*** Opening of RECORDS FOR PROCESSING ***

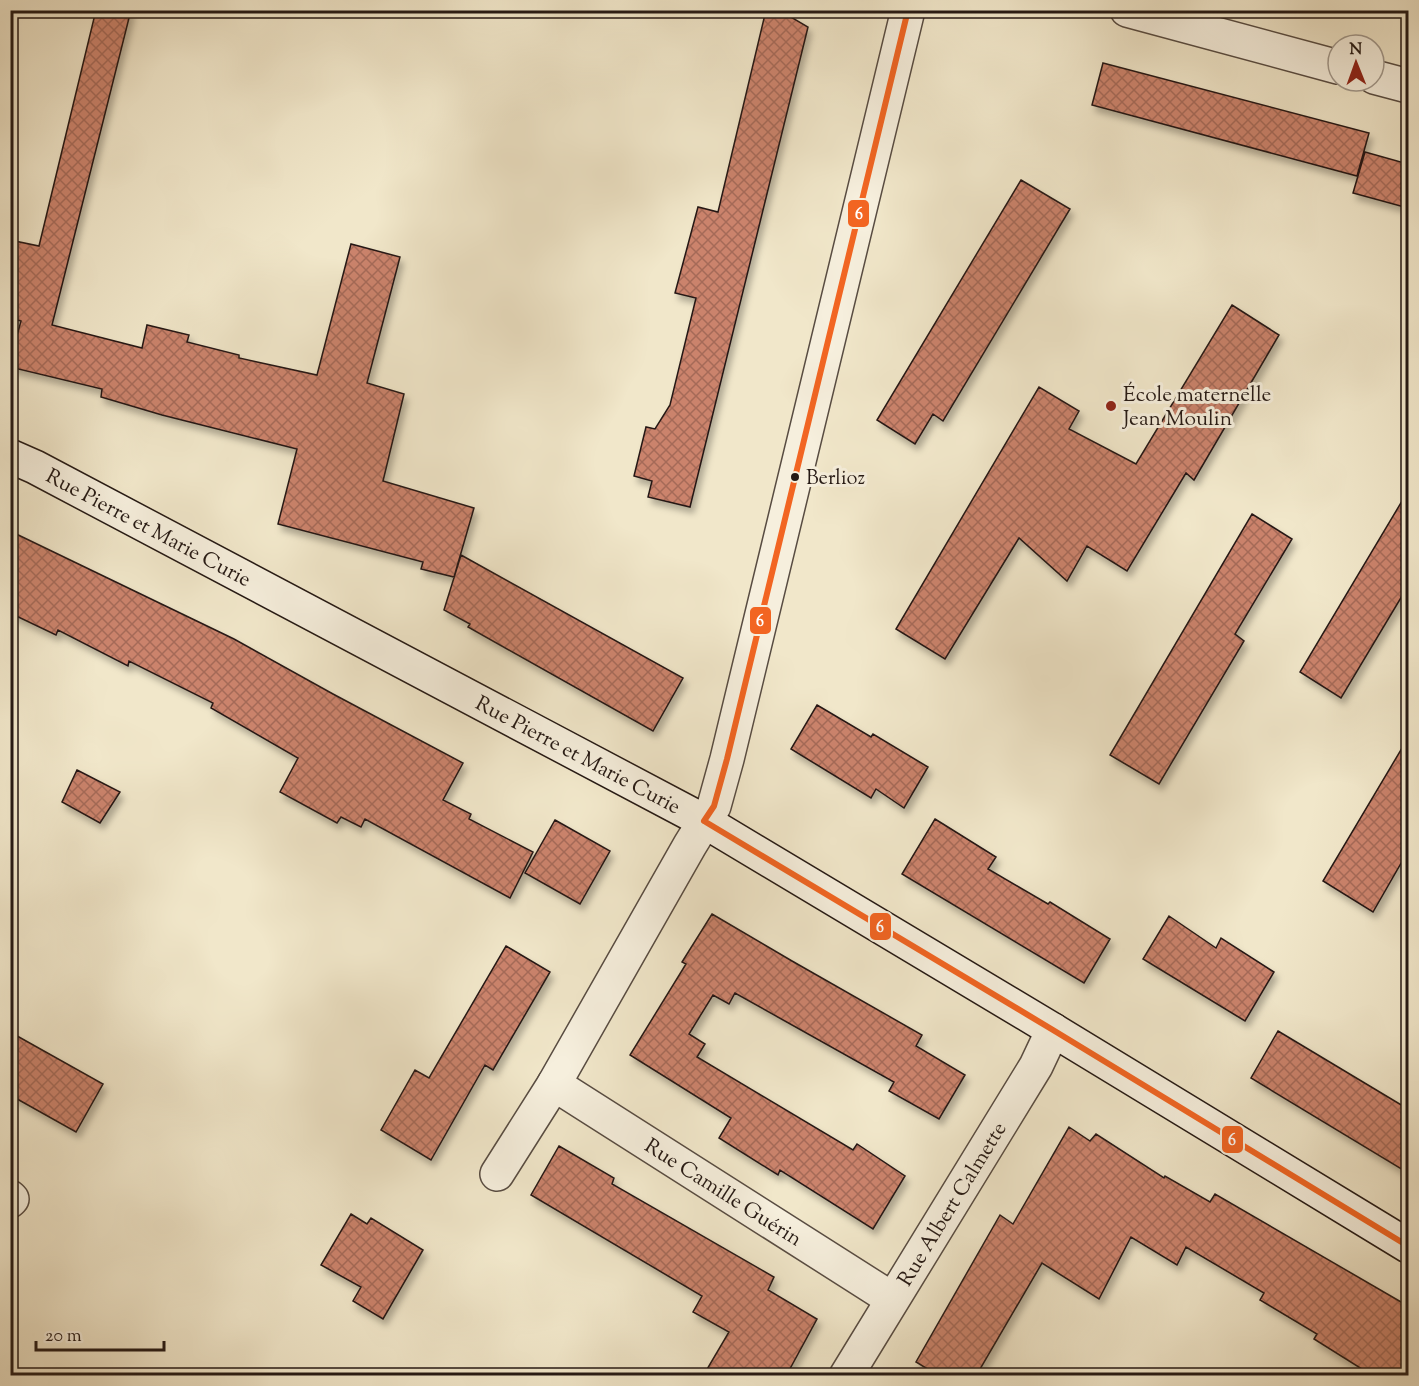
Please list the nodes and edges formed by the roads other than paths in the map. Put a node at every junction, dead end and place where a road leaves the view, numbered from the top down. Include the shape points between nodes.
1 (909, 10) edge
2 (1127, 10) edge
3 (1326, 64) edge
4 (1386, 80) edge
5 (1408, 86) edge
6 (10, 456) edge
7 (704, 821) junction
8 (1053, 1030) junction
9 (554, 1084) junction
10 (497, 1174) dead end
11 (1408, 1246) edge
12 (892, 1299) junction
13 (846, 1376) edge

1 - 7 street via 727,759 714,806
2 - 3 street
4 - 5 street
6 - 7 street, Rue Pierre et Marie Curie
7 - 8 street, Rue Pierre et Marie Curie
7 - 9 street
8 - 11 street, Rue Pierre et Marie Curie
8 - 12 street, Rue Albert Calmette via 1036,1066
9 - 10 street
9 - 12 street, Rue Camille Guérin
12 - 13 street, Rue Albert Calmette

*** Close of RECORDS FOR PROCESSING ***

# [TASK DESCRIPTION]
Repeat each entry above word for word, leaving every picture out.

# [PROBLEM SOLUTION]
Please list the nodes and edges formed by the roads other than paths in the map. Put a node at every junction, dead end and place where a road leaves the view, numbered from the top down. Include the shape points between nodes.
1 (909, 10) edge
2 (1127, 10) edge
3 (1326, 64) edge
4 (1386, 80) edge
5 (1408, 86) edge
6 (10, 456) edge
7 (704, 821) junction
8 (1053, 1030) junction
9 (554, 1084) junction
10 (497, 1174) dead end
11 (1408, 1246) edge
12 (892, 1299) junction
13 (846, 1376) edge

1 - 7 street via 727,759 714,806
2 - 3 street
4 - 5 street
6 - 7 street, Rue Pierre et Marie Curie
7 - 8 street, Rue Pierre et Marie Curie
7 - 9 street
8 - 11 street, Rue Pierre et Marie Curie
8 - 12 street, Rue Albert Calmette via 1036,1066
9 - 10 street
9 - 12 street, Rue Camille Guérin
12 - 13 street, Rue Albert Calmette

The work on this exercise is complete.